Cerca di essere morbido e flessibile e rimarrai diritto.
Cerca di essere vuoto e sarai riempito.
Cerca di dare e sarai rinnovato”.

Tai Chi

Dalle realizzazioni scaturite in anni di pratica e riflessioni sul Tai Chi Chuan, sappiamo che l’essenza della sua pratica non puó prescindere dall’aspetto meditativo ed interiore da cui il movimento prende forma e sostanza.

Da qui la sua essenza originaria di Arte interna, plasmata sulla plurimillenaria saggezza Taoista cinese in ambito di salute, longevità e realizzazione spirituale. Pertanto, a nostro giudizio, il Tai Chi Chuan è incompatibile con un approccio superficiale prettamente tecnico e finalizzato esclusivamente al suo sviluppo esteriore di Arte Marziale. 

Sebbene l’aspetto di autodifesa insito nel Tai Chi Chuan divenne storicamente molto importante e piú strumentale, occorre sempre ricordare che esso è una via profonda di autoconoscenza e penetrazione dell’armonia dell’universo. Un sistema cosí, che porta come conseguenza il raggiungimento della salute e della conoscenza interiore.

Siamo convinti che per entrare pienamente nella vera e propria pratica del Tai Chi Chuan nonchè in quella della dimensione Meditativa si debba comprendere la prospettiva filosofica per cui entrambi questi ambiti possono essere intesi come due aspetti del medesimo processo spirituale. 

Pertanto, quello che cerchiamo di trasmettere al Centro del Loto, non è solo un approfondito lavoro sullo “stile interno”, in particolare  il Qi Gong e originali forme del Tai Chi Chuan, elaborate per fondere aspetti della tradizione Yang e della tradizione Wudang, ma anche la possibilità di sperimentare l’indissolubile rapporto che intercorre tra la pratica e i principi fondamentali dell’antichissima filosofia Taoista.
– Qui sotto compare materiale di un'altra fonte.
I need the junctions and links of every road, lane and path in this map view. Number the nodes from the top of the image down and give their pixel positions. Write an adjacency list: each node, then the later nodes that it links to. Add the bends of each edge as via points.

Il Tai Chi Chuan è formalmente movimento, considerato dalla concezione Taoista Yang. La Meditazione che implica l’immobilità e la neutralità mentale è considerata Yin. Queste distinzioni celano nei loro estremi i loro opposti, infatti nella pratica del Tai Chi Chuan è necessario essere calmi, interiormente pacifici, imperturbabili e mentalmente unidirezionali anche se esternamente si eseguono movimenti ampi e notevoli, armonizzati alla respirazione profonda.

Nella Meditazione, complementarmente, sebbene si sia esternamente quieti ed immobili vi è un’enorme dinamica dell’energia vitale attraverso tutto il corpo, i canali energetici  e il campo elettromagnetico, nonché la possibilità di espansione dello statTaoo di coscienza ordinario. Gli aspetti esteriori e formali di questi due ambiti esprimono l’opposto dei loro rispettivi aspetti interiori cosí come è raffigurato nel famoso simbolo del Tao il T’ai Chi Tu (diagramma del fondamento supremo) in cui la metà bianca contiene al suo interno un germe di essenza opposta nera e cosí la metà nera contiene un germe di essenza opposta bianca.
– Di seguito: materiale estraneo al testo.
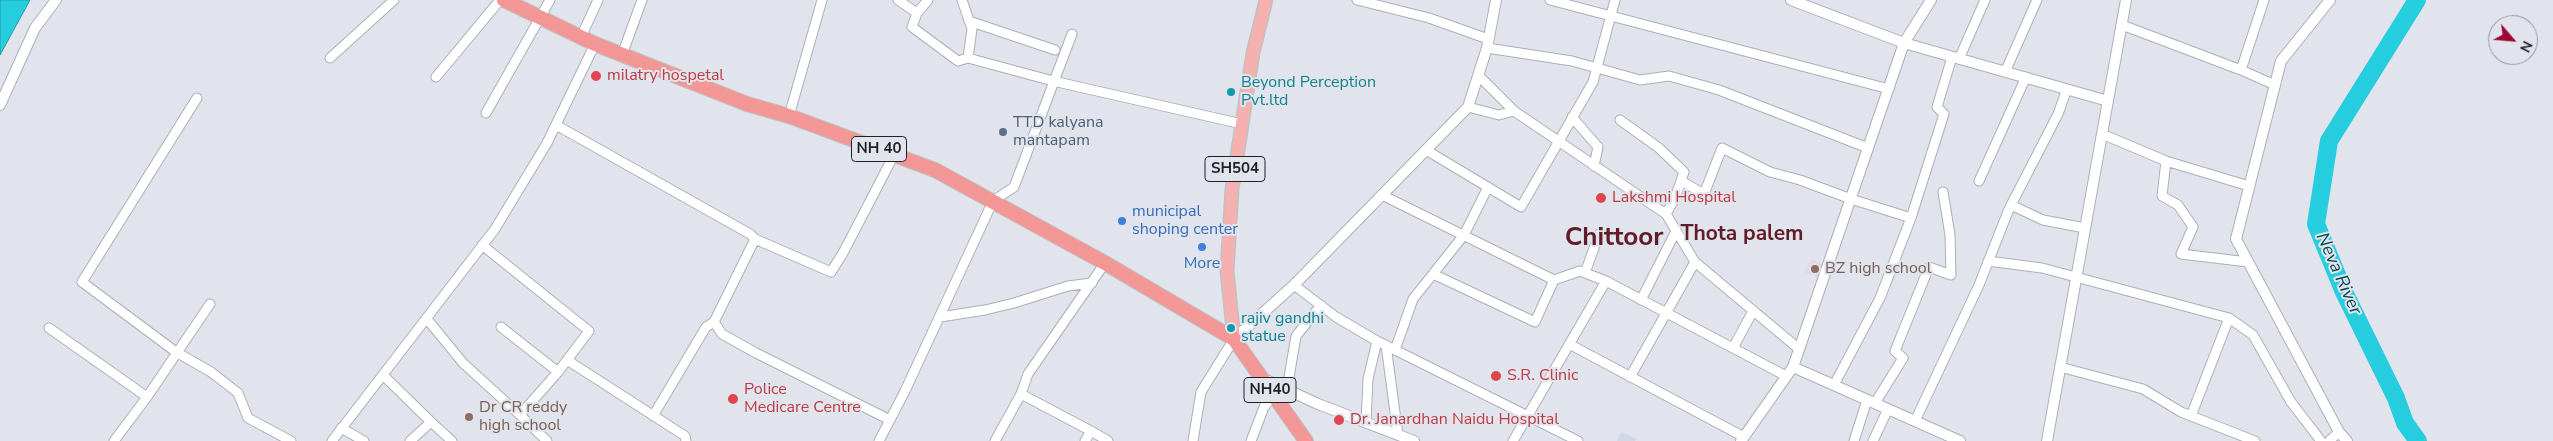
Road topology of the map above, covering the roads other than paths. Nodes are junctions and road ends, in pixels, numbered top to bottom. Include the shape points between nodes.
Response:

Questa assoluta interconnessione degli opposti nella realtà, fondamento della metafisica taoista, è anche alla base della dinamica da cui esercizio e meditazione, meditazione ed esercizio, sorgono l’uno dall’altra come ciclo continuo.
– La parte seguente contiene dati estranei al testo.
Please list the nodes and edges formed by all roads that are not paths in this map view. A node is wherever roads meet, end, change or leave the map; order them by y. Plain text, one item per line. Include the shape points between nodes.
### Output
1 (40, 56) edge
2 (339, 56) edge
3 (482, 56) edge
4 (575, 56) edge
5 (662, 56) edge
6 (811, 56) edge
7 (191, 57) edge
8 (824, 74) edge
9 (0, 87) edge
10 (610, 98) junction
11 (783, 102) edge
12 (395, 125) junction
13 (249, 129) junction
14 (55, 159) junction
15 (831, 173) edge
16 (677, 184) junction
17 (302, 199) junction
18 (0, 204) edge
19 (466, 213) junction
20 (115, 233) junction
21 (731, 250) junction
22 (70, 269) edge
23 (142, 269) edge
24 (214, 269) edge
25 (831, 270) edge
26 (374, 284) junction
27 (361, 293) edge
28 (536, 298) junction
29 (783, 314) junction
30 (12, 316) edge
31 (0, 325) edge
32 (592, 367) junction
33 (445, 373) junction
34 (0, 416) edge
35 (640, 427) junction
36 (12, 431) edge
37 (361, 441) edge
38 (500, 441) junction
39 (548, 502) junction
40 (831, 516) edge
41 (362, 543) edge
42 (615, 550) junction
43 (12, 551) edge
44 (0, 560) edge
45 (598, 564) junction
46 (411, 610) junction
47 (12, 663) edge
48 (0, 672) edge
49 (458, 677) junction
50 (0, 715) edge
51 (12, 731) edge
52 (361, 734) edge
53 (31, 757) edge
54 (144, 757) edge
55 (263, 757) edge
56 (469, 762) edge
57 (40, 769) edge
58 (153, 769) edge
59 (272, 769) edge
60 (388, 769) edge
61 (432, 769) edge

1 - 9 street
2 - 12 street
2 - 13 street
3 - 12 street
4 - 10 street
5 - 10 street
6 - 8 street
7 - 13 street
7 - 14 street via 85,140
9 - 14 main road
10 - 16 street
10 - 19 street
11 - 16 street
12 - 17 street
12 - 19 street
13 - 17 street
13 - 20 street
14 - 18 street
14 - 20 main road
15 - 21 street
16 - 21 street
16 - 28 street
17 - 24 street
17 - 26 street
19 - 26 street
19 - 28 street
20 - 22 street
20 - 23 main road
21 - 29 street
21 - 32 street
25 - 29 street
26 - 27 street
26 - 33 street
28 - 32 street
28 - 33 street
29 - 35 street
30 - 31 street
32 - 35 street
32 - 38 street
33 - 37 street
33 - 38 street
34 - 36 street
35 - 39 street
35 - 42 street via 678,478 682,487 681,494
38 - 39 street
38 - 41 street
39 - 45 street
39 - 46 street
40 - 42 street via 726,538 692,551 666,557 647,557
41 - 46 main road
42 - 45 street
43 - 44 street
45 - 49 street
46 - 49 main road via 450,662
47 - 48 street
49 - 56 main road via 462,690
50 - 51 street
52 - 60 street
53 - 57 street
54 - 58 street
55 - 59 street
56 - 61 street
Questa comprensione a piú livelli che caratterizza la natura, la nostra esistenza e la realtà ordinaria, ci spinge, nella pratica e nella vita ad esaurire l’inganno dell’alternanza duale trascendendo nell’unificazione degli opposti e ritornando “all’Origine”, il Tao; dove la stasi e il movimento, il movimento e la stasi, “il cielo e la terra”, il piacere e il dolore, non avranno piú qualità, né ciclicità, ma la stessa identica natura originaria di Vuoto.